El regreso a Madrid hacia 1740, promocionado como alcalde de Casa y Corte, le permitirá retomar sus tareas en la Academia, y por entonces vuelve a estar mencionado en las sesiones y forma parte de la junta particular que se nombró en noviembre para resolver las dudas sobre acentos en la ortografía. Concluiría luego, el 27 de agosto de 1743, su compromiso llevando a la junta las voces de las Partidas de Alfonso el Sabio para el diccionario histórico.

El desarrollo final de la carrera administrativa de D. Luis en la Corte le permitió compaginar sus actividades profesionales y responder a sus obligaciones como académico de forma más continuada, aunque no siempre su asistencia fuera puntual, razón por la que renunció a los gajes correspondientes hacia 1745, y en ocasiones solicitó licencia para prolongadas ausencias de algunos meses. En la Academia presidió varias veces por su antigüedad, en calidad de decano y en ausencia del director. Faltando por entonces a la Academia una sede propia, ocasionalmente cederá sus propias casas para las reuniones, como ocurrió en 1746, por muerte del director titular Andrés Fernández Pacheco, marqués de Villena, y nuevamente en años sucesivos hasta mediar los años 50. También por entonces le fueron encargadas algunas misiones delicadas. Finalmente en los primeros días de 1759 él mismo pidió la «jubilación de su plaza en la Academia» alegando «sus muchas ocupaciones y su quebrantada salud», lo que le fue concedido precediendo el oportuno agradecimiento por los servicios prestados y por sus presidencias, y sobre todo por haber prestado casa para las reuniones de la Academia en numerosas ocasiones[18].

El ascendente paterno le sería fundamental a D. Juan para su propia promoción desde los primeros momentos. Fue una referencia importante para ganar la beca en el colegio aunque no le eximiera de afrontar las pruebas de ingreso, y fue también la iniciativa paterna la que le permitió ganar hábito de Calatrava al mismo tiempo que su hermano, hábito que solicitó para ellos su padre en 1705, y que le fue concedido en atención a los servicios prestados. Sin duda debió a su padre en buena medida su ingreso en la carrera judicial a principios de 1722 tras recibir el nombramiento para la Audiencia de Sevilla. Y quizás la desaparición de su padre, muerto en 1724, y la dura competencia en la carrera retrasaron el ascenso de D. Juan, que hubo de esperar más de tres lustros para cumplir con su aspiración última, la de alcanzar plaza en Madrid.

Finalmente en 1739 una Real Cédula de 24 de septiembre le promovía como Alcalde de Casa y Corte, cesando como juez de grados, aunque no tomaría posesión hasta 1740 a fin de cumplir cierta comisión encomendada por el rey.

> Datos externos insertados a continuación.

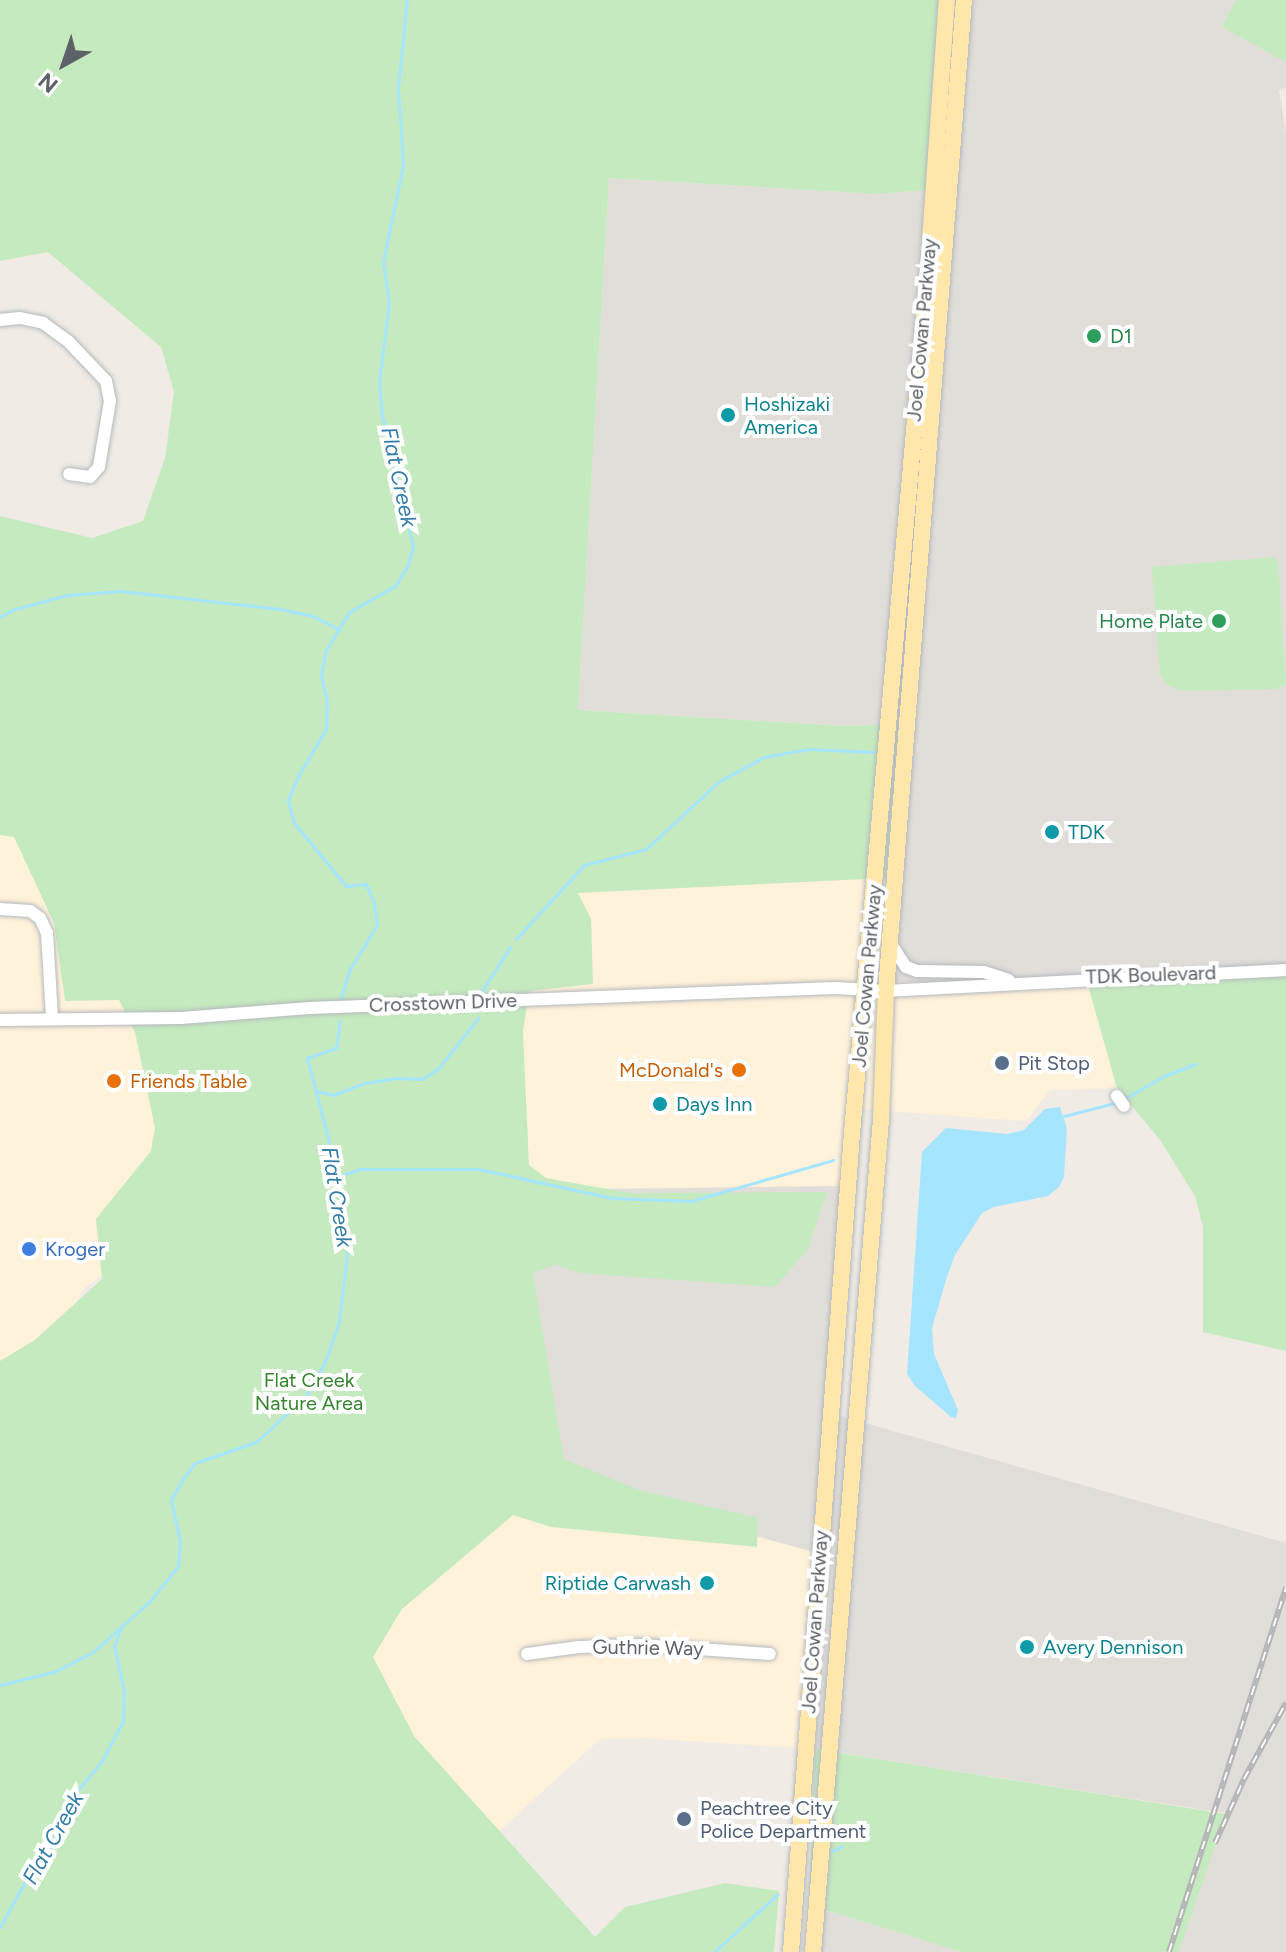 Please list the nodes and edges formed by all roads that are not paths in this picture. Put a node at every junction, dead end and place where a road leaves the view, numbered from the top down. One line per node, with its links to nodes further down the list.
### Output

Poco después daba poder a su hermano Pedro para la administración de sus bienes en Andalucía y partía hacia la Corte, donde pasaría a ejercer la ansiada plaza retomando por entonces la asistencia a la Academia. A partir de ese momento la proyección de D. Juan se verá acelerada. A principios de 1741 le fue concedida la fiscalía del Consejo y Contaduría Mayor de Hacienda en sala de justicia, y antes de finalizar el año 1745 obtuvo nombramiento real para plaza en el Consejo de Castilla, ascenso que fue efectivo el 13 de agosto siguiente, ocupando la vacante producida por José Agustín Camargo[19]. D. Juan será el último consejero nombrado por Felipe V.

La culminación de la carrera de D. Juan Curiel se sitúa en los años cincuenta. A principios de 1752 sería designado «juez privativo de imprentas del reino». En mayo del año siguiente y precediendo las pruebas pertinentes, le llegaba despacho del nombramiento como ministro titular del Santo Oficio[20]. A partir de entonces compaginará Curiel sus actividades como Juez de Imprentas con el desempeño de las plazas en los consejos de Castilla y de la Inquisición, y atenderá al mismo tiempo sus compromisos en la Academia, que no abandonará hasta su renuncia en 1759, jubilándose diez años después del Consejo de la Inquisición y del de Castilla, pero con el sueldo íntegro, excepcionalmente y contra costumbre[21]. Al mismo tiempo, la sanción de su ascenso social llegó con la concesión del título de Conde de San Rafael en 1760, otorgado con motivo de la jura del nuevo monarca, Carlos III, y como reconocimiento a sus servicios. El título lo disfrutarían su hijo y luego su nieto[22].

Sería precisamente en el desempeño del empleo de Juez de Imprentas donde realizaría su contribución fundamental al redactar el Reglamento sobre censura e impresión[23], que tuvo grandes repercusiones en la vida literaria del momento, provocando la reacción adversa de editores y libreros, que lo tacharon de tradicionalista y hostil a las nuevas ideas al aplicar estrictamente las leyes de la Nueva Recopilación[24]. El pensamiento de D. Juan se expresó con ello en la misma línea que lo había hecho su padre D. Luis en su violenta oposición a las reformas de Macanaz.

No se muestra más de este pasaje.